Data for analysis =>

....

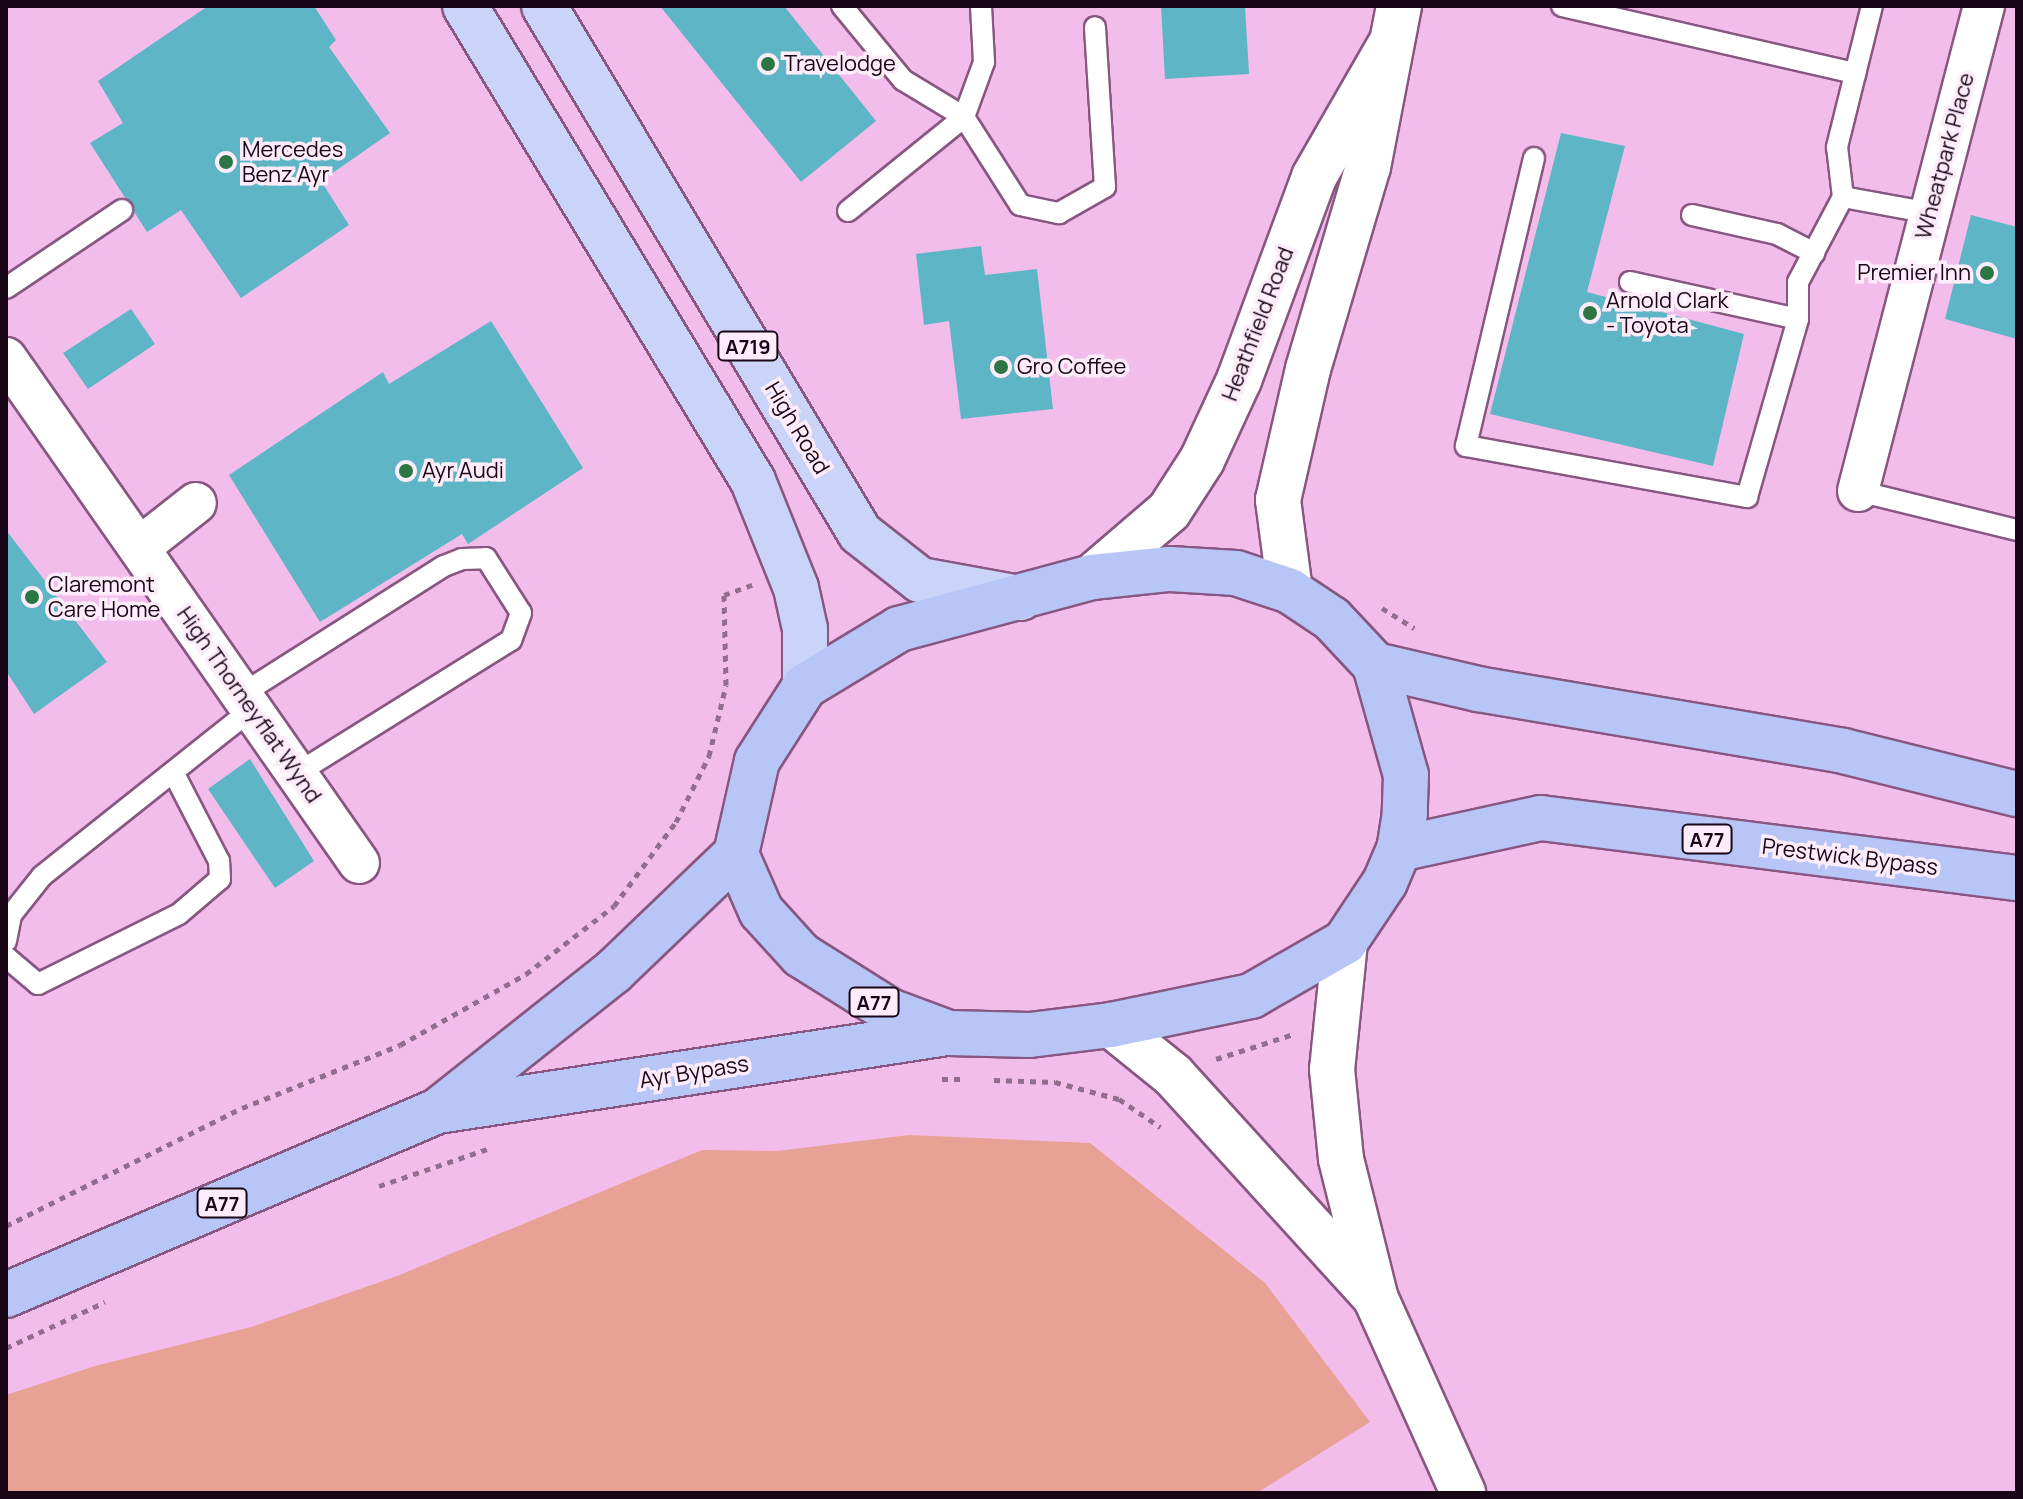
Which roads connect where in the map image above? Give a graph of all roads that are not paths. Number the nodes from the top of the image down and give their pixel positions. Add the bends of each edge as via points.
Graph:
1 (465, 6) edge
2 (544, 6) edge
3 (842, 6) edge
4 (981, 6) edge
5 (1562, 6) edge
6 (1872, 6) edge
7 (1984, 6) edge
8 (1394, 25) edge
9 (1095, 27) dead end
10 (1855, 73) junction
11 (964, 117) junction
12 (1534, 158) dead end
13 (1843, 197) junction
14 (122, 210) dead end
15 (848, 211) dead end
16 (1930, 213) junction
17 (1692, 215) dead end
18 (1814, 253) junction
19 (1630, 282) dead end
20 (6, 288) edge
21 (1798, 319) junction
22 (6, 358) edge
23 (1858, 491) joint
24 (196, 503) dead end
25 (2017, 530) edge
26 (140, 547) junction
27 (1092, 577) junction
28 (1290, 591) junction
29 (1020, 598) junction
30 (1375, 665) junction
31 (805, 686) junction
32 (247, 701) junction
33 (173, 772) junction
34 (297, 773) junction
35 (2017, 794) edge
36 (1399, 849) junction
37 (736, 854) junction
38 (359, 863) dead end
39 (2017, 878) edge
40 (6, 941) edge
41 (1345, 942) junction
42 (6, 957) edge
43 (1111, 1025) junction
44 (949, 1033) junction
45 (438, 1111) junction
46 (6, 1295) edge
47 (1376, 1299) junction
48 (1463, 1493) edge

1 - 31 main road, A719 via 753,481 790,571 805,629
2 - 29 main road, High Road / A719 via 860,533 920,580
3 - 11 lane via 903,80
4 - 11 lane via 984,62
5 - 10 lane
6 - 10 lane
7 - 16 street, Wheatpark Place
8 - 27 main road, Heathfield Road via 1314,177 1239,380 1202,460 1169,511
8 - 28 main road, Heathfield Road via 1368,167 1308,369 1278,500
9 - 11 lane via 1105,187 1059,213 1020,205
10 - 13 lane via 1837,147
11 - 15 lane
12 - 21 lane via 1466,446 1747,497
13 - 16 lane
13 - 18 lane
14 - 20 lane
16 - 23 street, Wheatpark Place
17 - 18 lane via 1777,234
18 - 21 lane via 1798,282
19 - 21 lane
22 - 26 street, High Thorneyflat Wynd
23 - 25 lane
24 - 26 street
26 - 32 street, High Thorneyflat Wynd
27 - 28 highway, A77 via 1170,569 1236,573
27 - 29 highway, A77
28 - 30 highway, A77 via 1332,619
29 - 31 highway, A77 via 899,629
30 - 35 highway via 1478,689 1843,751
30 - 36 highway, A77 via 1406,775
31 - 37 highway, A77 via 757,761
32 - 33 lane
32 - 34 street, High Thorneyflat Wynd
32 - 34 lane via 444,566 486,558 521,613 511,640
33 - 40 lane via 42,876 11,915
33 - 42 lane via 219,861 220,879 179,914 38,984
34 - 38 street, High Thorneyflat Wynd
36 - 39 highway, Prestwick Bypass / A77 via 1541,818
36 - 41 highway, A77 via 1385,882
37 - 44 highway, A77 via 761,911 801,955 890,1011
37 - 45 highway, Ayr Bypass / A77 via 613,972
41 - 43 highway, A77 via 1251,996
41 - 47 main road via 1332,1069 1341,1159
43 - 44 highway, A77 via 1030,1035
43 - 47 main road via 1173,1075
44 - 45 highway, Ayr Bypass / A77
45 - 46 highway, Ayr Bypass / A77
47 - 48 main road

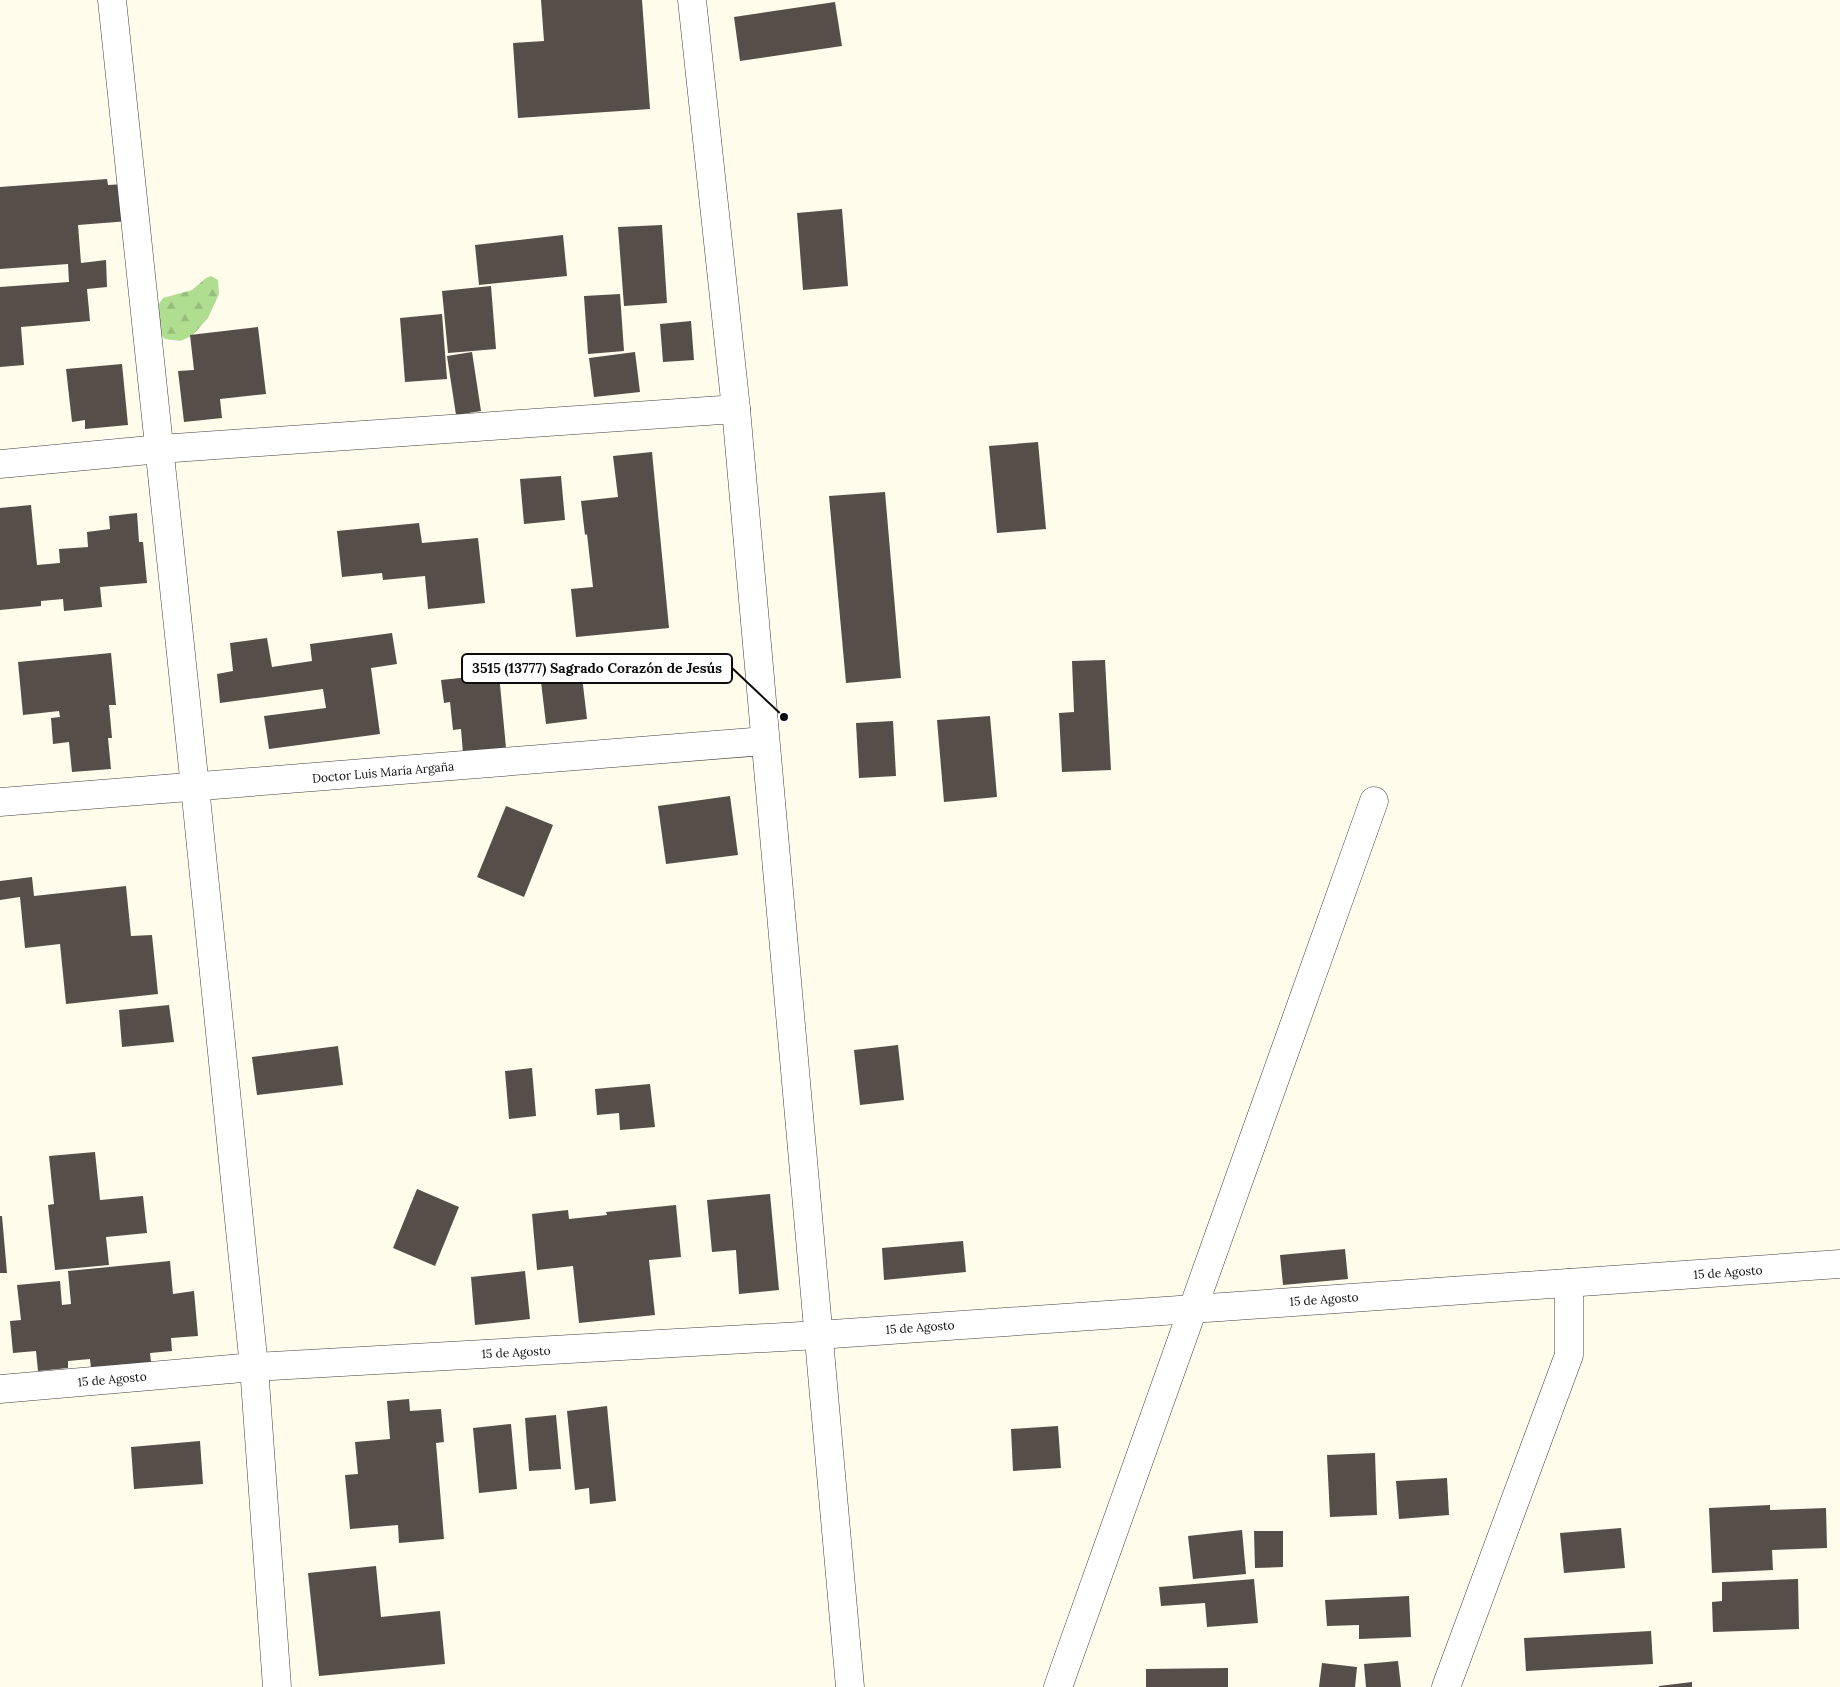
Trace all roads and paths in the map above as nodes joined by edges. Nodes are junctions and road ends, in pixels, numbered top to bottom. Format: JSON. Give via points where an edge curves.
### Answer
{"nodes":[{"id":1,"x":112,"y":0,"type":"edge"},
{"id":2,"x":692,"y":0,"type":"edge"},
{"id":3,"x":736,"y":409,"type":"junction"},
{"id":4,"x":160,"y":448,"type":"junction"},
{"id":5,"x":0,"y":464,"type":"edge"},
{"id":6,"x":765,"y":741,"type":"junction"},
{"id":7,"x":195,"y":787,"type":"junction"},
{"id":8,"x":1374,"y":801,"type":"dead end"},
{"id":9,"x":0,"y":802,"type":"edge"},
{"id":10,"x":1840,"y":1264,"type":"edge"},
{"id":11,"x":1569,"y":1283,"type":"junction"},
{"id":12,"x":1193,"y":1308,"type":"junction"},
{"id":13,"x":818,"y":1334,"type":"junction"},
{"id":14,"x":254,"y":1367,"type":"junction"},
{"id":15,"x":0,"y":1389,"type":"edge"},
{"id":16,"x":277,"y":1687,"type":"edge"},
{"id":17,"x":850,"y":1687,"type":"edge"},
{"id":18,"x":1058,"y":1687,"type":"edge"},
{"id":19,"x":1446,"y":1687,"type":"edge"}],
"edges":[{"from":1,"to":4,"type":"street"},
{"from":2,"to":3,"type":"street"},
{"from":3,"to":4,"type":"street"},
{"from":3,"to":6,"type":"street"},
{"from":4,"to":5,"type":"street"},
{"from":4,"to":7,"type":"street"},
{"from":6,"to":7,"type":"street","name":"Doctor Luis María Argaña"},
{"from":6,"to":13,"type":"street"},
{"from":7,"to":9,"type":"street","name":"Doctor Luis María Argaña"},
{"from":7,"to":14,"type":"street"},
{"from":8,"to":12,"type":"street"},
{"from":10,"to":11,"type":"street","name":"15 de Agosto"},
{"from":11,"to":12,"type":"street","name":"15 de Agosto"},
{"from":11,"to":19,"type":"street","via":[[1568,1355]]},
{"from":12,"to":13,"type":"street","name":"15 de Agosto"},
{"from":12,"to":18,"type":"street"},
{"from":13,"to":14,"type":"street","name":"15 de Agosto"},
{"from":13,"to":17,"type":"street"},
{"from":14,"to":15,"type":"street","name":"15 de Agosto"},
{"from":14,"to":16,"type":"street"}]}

....

Exercise requirements =>
From the first line to the last, set down the records exactly, leaving out images.

Reply to the task =>
Which roads connect where in the map image above? Give a graph of all roads that are not paths. Number the nodes from the top of the image down and give their pixel positions. Add the bends of each edge as via points.
Graph:
1 (465, 6) edge
2 (544, 6) edge
3 (842, 6) edge
4 (981, 6) edge
5 (1562, 6) edge
6 (1872, 6) edge
7 (1984, 6) edge
8 (1394, 25) edge
9 (1095, 27) dead end
10 (1855, 73) junction
11 (964, 117) junction
12 (1534, 158) dead end
13 (1843, 197) junction
14 (122, 210) dead end
15 (848, 211) dead end
16 (1930, 213) junction
17 (1692, 215) dead end
18 (1814, 253) junction
19 (1630, 282) dead end
20 (6, 288) edge
21 (1798, 319) junction
22 (6, 358) edge
23 (1858, 491) joint
24 (196, 503) dead end
25 (2017, 530) edge
26 (140, 547) junction
27 (1092, 577) junction
28 (1290, 591) junction
29 (1020, 598) junction
30 (1375, 665) junction
31 (805, 686) junction
32 (247, 701) junction
33 (173, 772) junction
34 (297, 773) junction
35 (2017, 794) edge
36 (1399, 849) junction
37 (736, 854) junction
38 (359, 863) dead end
39 (2017, 878) edge
40 (6, 941) edge
41 (1345, 942) junction
42 (6, 957) edge
43 (1111, 1025) junction
44 (949, 1033) junction
45 (438, 1111) junction
46 (6, 1295) edge
47 (1376, 1299) junction
48 (1463, 1493) edge

1 - 31 main road, A719 via 753,481 790,571 805,629
2 - 29 main road, High Road / A719 via 860,533 920,580
3 - 11 lane via 903,80
4 - 11 lane via 984,62
5 - 10 lane
6 - 10 lane
7 - 16 street, Wheatpark Place
8 - 27 main road, Heathfield Road via 1314,177 1239,380 1202,460 1169,511
8 - 28 main road, Heathfield Road via 1368,167 1308,369 1278,500
9 - 11 lane via 1105,187 1059,213 1020,205
10 - 13 lane via 1837,147
11 - 15 lane
12 - 21 lane via 1466,446 1747,497
13 - 16 lane
13 - 18 lane
14 - 20 lane
16 - 23 street, Wheatpark Place
17 - 18 lane via 1777,234
18 - 21 lane via 1798,282
19 - 21 lane
22 - 26 street, High Thorneyflat Wynd
23 - 25 lane
24 - 26 street
26 - 32 street, High Thorneyflat Wynd
27 - 28 highway, A77 via 1170,569 1236,573
27 - 29 highway, A77
28 - 30 highway, A77 via 1332,619
29 - 31 highway, A77 via 899,629
30 - 35 highway via 1478,689 1843,751
30 - 36 highway, A77 via 1406,775
31 - 37 highway, A77 via 757,761
32 - 33 lane
32 - 34 street, High Thorneyflat Wynd
32 - 34 lane via 444,566 486,558 521,613 511,640
33 - 40 lane via 42,876 11,915
33 - 42 lane via 219,861 220,879 179,914 38,984
34 - 38 street, High Thorneyflat Wynd
36 - 39 highway, Prestwick Bypass / A77 via 1541,818
36 - 41 highway, A77 via 1385,882
37 - 44 highway, A77 via 761,911 801,955 890,1011
37 - 45 highway, Ayr Bypass / A77 via 613,972
41 - 43 highway, A77 via 1251,996
41 - 47 main road via 1332,1069 1341,1159
43 - 44 highway, A77 via 1030,1035
43 - 47 main road via 1173,1075
44 - 45 highway, Ayr Bypass / A77
45 - 46 highway, Ayr Bypass / A77
47 - 48 main road

Trace all roads and paths in the map above as nodes joined by edges. Nodes are junctions and road ends, in pixels, numbered top to bottom. Format: JSON. Give via points where an edge curves.
### Answer
{"nodes":[{"id":1,"x":112,"y":0,"type":"edge"},
{"id":2,"x":692,"y":0,"type":"edge"},
{"id":3,"x":736,"y":409,"type":"junction"},
{"id":4,"x":160,"y":448,"type":"junction"},
{"id":5,"x":0,"y":464,"type":"edge"},
{"id":6,"x":765,"y":741,"type":"junction"},
{"id":7,"x":195,"y":787,"type":"junction"},
{"id":8,"x":1374,"y":801,"type":"dead end"},
{"id":9,"x":0,"y":802,"type":"edge"},
{"id":10,"x":1840,"y":1264,"type":"edge"},
{"id":11,"x":1569,"y":1283,"type":"junction"},
{"id":12,"x":1193,"y":1308,"type":"junction"},
{"id":13,"x":818,"y":1334,"type":"junction"},
{"id":14,"x":254,"y":1367,"type":"junction"},
{"id":15,"x":0,"y":1389,"type":"edge"},
{"id":16,"x":277,"y":1687,"type":"edge"},
{"id":17,"x":850,"y":1687,"type":"edge"},
{"id":18,"x":1058,"y":1687,"type":"edge"},
{"id":19,"x":1446,"y":1687,"type":"edge"}],
"edges":[{"from":1,"to":4,"type":"street"},
{"from":2,"to":3,"type":"street"},
{"from":3,"to":4,"type":"street"},
{"from":3,"to":6,"type":"street"},
{"from":4,"to":5,"type":"street"},
{"from":4,"to":7,"type":"street"},
{"from":6,"to":7,"type":"street","name":"Doctor Luis María Argaña"},
{"from":6,"to":13,"type":"street"},
{"from":7,"to":9,"type":"street","name":"Doctor Luis María Argaña"},
{"from":7,"to":14,"type":"street"},
{"from":8,"to":12,"type":"street"},
{"from":10,"to":11,"type":"street","name":"15 de Agosto"},
{"from":11,"to":12,"type":"street","name":"15 de Agosto"},
{"from":11,"to":19,"type":"street","via":[[1568,1355]]},
{"from":12,"to":13,"type":"street","name":"15 de Agosto"},
{"from":12,"to":18,"type":"street"},
{"from":13,"to":14,"type":"street","name":"15 de Agosto"},
{"from":13,"to":17,"type":"street"},
{"from":14,"to":15,"type":"street","name":"15 de Agosto"},
{"from":14,"to":16,"type":"street"}]}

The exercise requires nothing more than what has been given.